Now you switch over to Linux as a fairly new user, oh my audio isn't coming from my speakers but is from the jack. Uhhhh, the Settings show it all there and working? Oh, here's a forum answer but it tells me to edit my pulseaudio.conf file? Where the hell is that? Oh, I found it but it's read only? Oh, I have to type sudo nano /etc/pulseaudio.conf
into a terminal? Woah, what the fuck is this text editor?? I guess I use the arrow keys to move, but no mouse support? Alright I've edited it but what the heck Ctrl S isn't saving? Oh, the legend at the bottom says Ctrl O, and uhhhh, yeah overwrite? Now Ctrl X to exit, and uhhh, okay it's still not fixed but maybe a reboot fixes it. And if we fast forward 4 hours it turned out to be an audio driver.
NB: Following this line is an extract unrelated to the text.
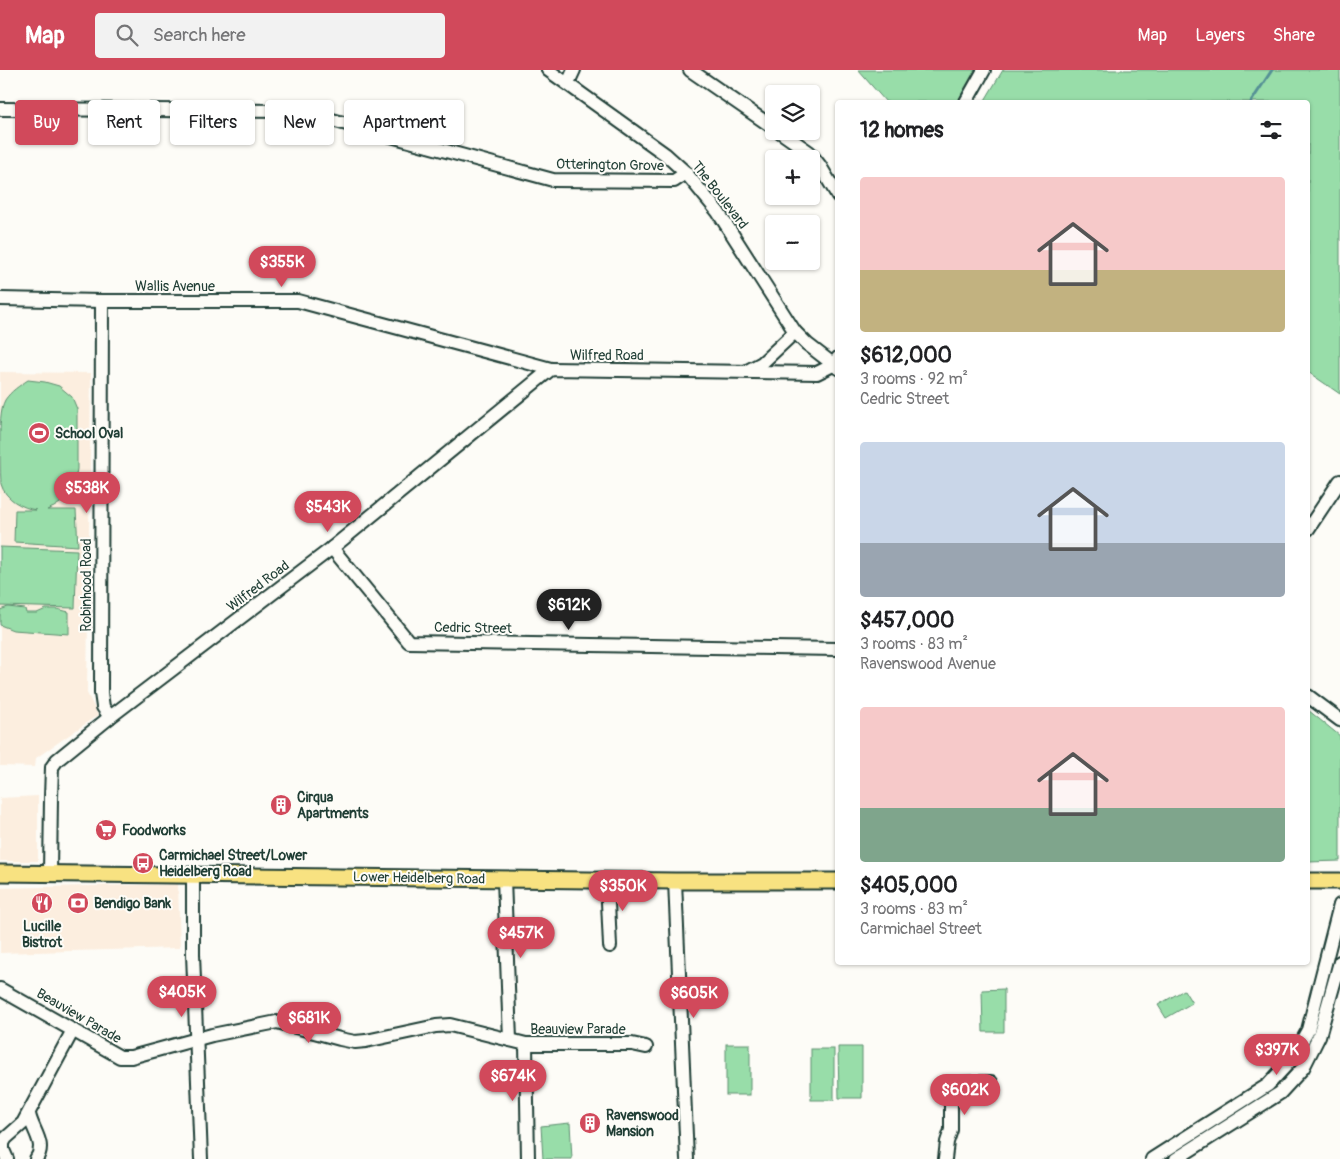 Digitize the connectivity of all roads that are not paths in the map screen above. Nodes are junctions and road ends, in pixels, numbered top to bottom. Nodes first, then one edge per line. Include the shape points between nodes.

You get my point. Linux is just different enough where if something breaks, and its something weirdly specific, its a lot of unknowns the user has to rapidly learn where they know these annoying troubleshooting things in Windows already. Linux does have really good forums and answers and documentation but its a learning curve regardless and that can be too much for a really casual user who doesn't have the time or will to follow through.
It's especially tricky when one is generally only trying to install xnix on a device that is no longer supported by MS/apple.
Though it seems to be less of a problem for me when I install Ubuntu distros. I recently installed the LT Kubuntu on a Surface Pro 3 with no hiccups, despite how intensely proprietary EVERYTHING on surface devices turns out to be.
I was fine using Windows 10 for a long while. Windows 11 has freaked me the f* out with how intensely the Borg has removed all abilities to customize app installs and wholly eliminated the ability to remove bloatware and have it stay removed. Windows 11 is basically a huge very effective advertisement for every OS that is NOT windows.
linux is definetly not all of that anymore.
but yes, one step at a time, its time will come for ya.
I'm gradually immersing myself in Linux until my Macbook loses macOS support, at which point I'll go full time on Asahi, having learned the ropes from Mint on my old Mac mini.
There are still some things that send me scuttling back to macOS, glad that Preview exists with its easy to operate editing and PDF viewing. But I'll learn to make that stuff second nature in Linux. Eventually.
Never heard of Tutanota mail, anyone here know anything about it?
I use the free version, it's ok. Not as user friendly of feature packed as gmail. I think they renamed to just "tuta".
I find the web interface and android app are a bit limited - I think you need to pay to get decent searching and autofilter/rules and so on. If stuff is important you need to stick a tag or a folder on it fairly soon othewise it might become hard to find.
Option for encryption, but I rarely use that because I don't trust recipients to understand why they should care.
~~Based . . . can't use that word~~ Located in Germany so believe what you like about GDPR and privacy laws and stuff like that.
Overall I'm happy with it. It's fine for just doing your basic sbemail stuff. It hasn't been good enough to convince me to go for paid version, so I can't say about the paid features.
I use the paid version and it's a huge upgrade. You can administer your own domain, set up a catchall email, arbitrary numbers of emails you can send from, etc.
It's definitely not as snappy as Gmail though.